### Task details
Each line holding the string "Asamiya" is to be copied from the data.

____

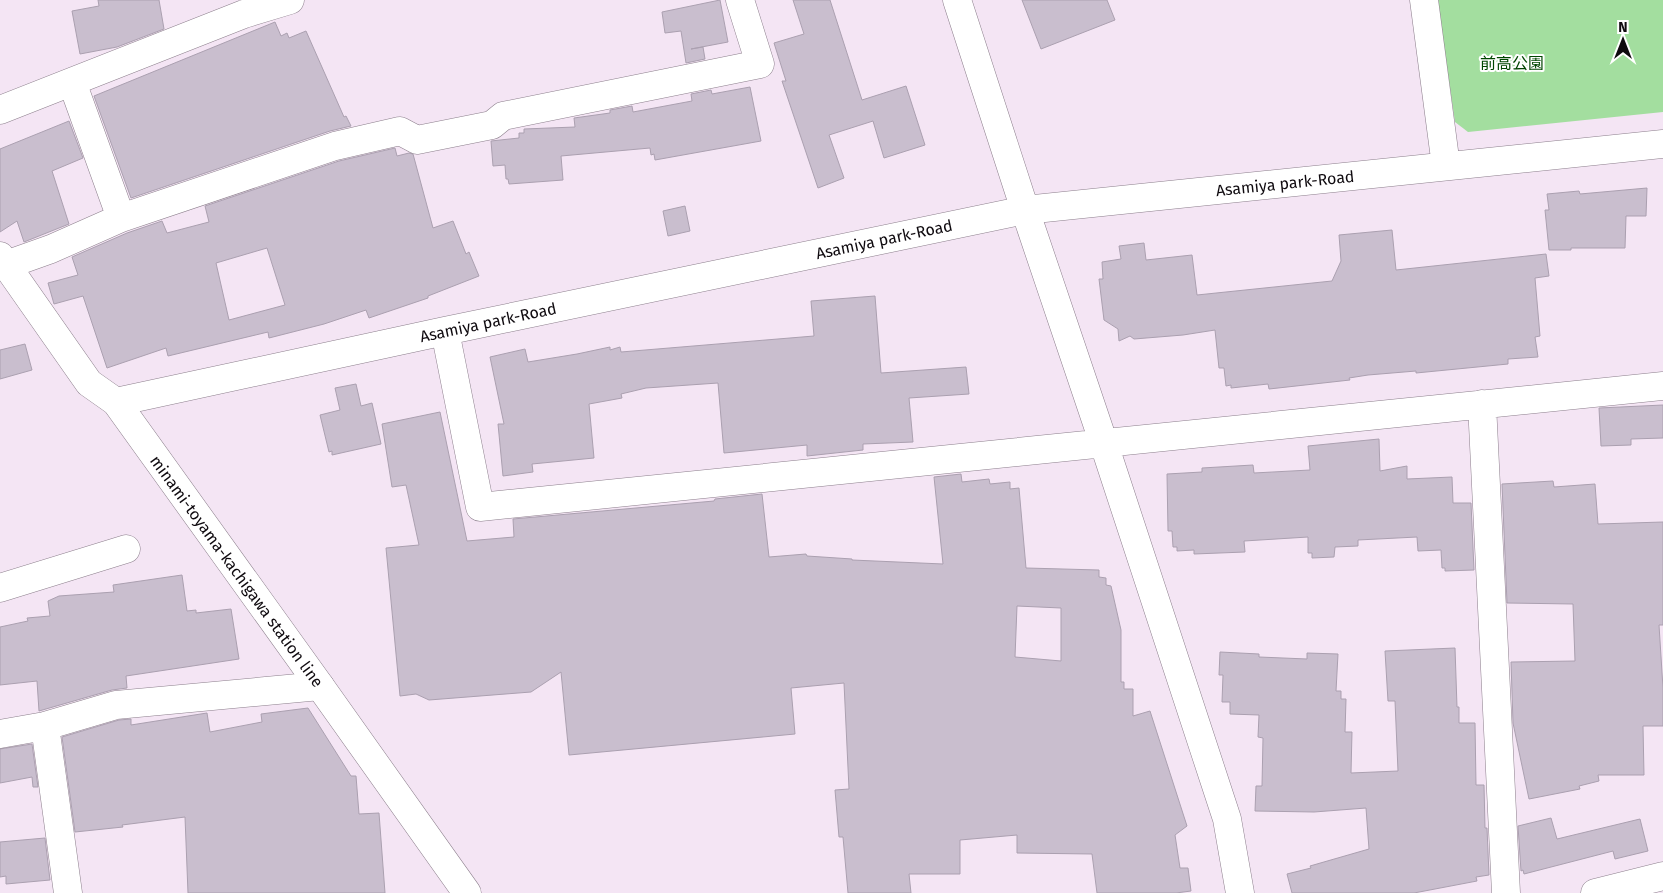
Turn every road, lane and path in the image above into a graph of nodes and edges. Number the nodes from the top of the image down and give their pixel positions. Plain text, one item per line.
1 (290, 0) edge
2 (740, 0) edge
3 (957, 0) edge
4 (1424, 0) edge
5 (242, 7) edge
6 (72, 82) junction
7 (0, 110) edge
8 (1663, 144) edge
9 (1446, 166) junction
10 (1025, 210) junction
11 (121, 218) junction
12 (2, 260) edge
13 (446, 331) junction
14 (1663, 386) edge
15 (116, 402) junction
16 (1482, 404) junction
17 (1104, 444) junction
18 (126, 549) dead end
19 (0, 588) edge
20 (320, 686) junction
21 (46, 726) junction
22 (0, 734) edge
23 (1663, 876) edge
24 (68, 893) edge
25 (467, 893) edge
26 (1240, 893) edge
27 (1506, 893) edge
28 (1595, 893) edge

1 - 5 street
2 - 11 street
3 - 10 street
4 - 9 street
5 - 6 street
6 - 7 street
6 - 11 street
8 - 9 street, Asamiya park-Road
9 - 10 street, Asamiya park-Road
10 - 13 street, Asamiya park-Road
10 - 17 street
11 - 12 street
12 - 15 street, minami-toyama-kachigawa station line
13 - 15 street, Asamiya park-Road
13 - 17 street
14 - 16 street
15 - 20 street, minami-toyama-kachigawa station line
16 - 17 street
16 - 27 street
17 - 26 street
18 - 19 street
20 - 21 street
20 - 25 street, minami-toyama-kachigawa station line
21 - 22 street
21 - 24 street
23 - 28 street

____

### Answer for the task
8 - 9 street, Asamiya park-Road
9 - 10 street, Asamiya park-Road
10 - 13 street, Asamiya park-Road
13 - 15 street, Asamiya park-Road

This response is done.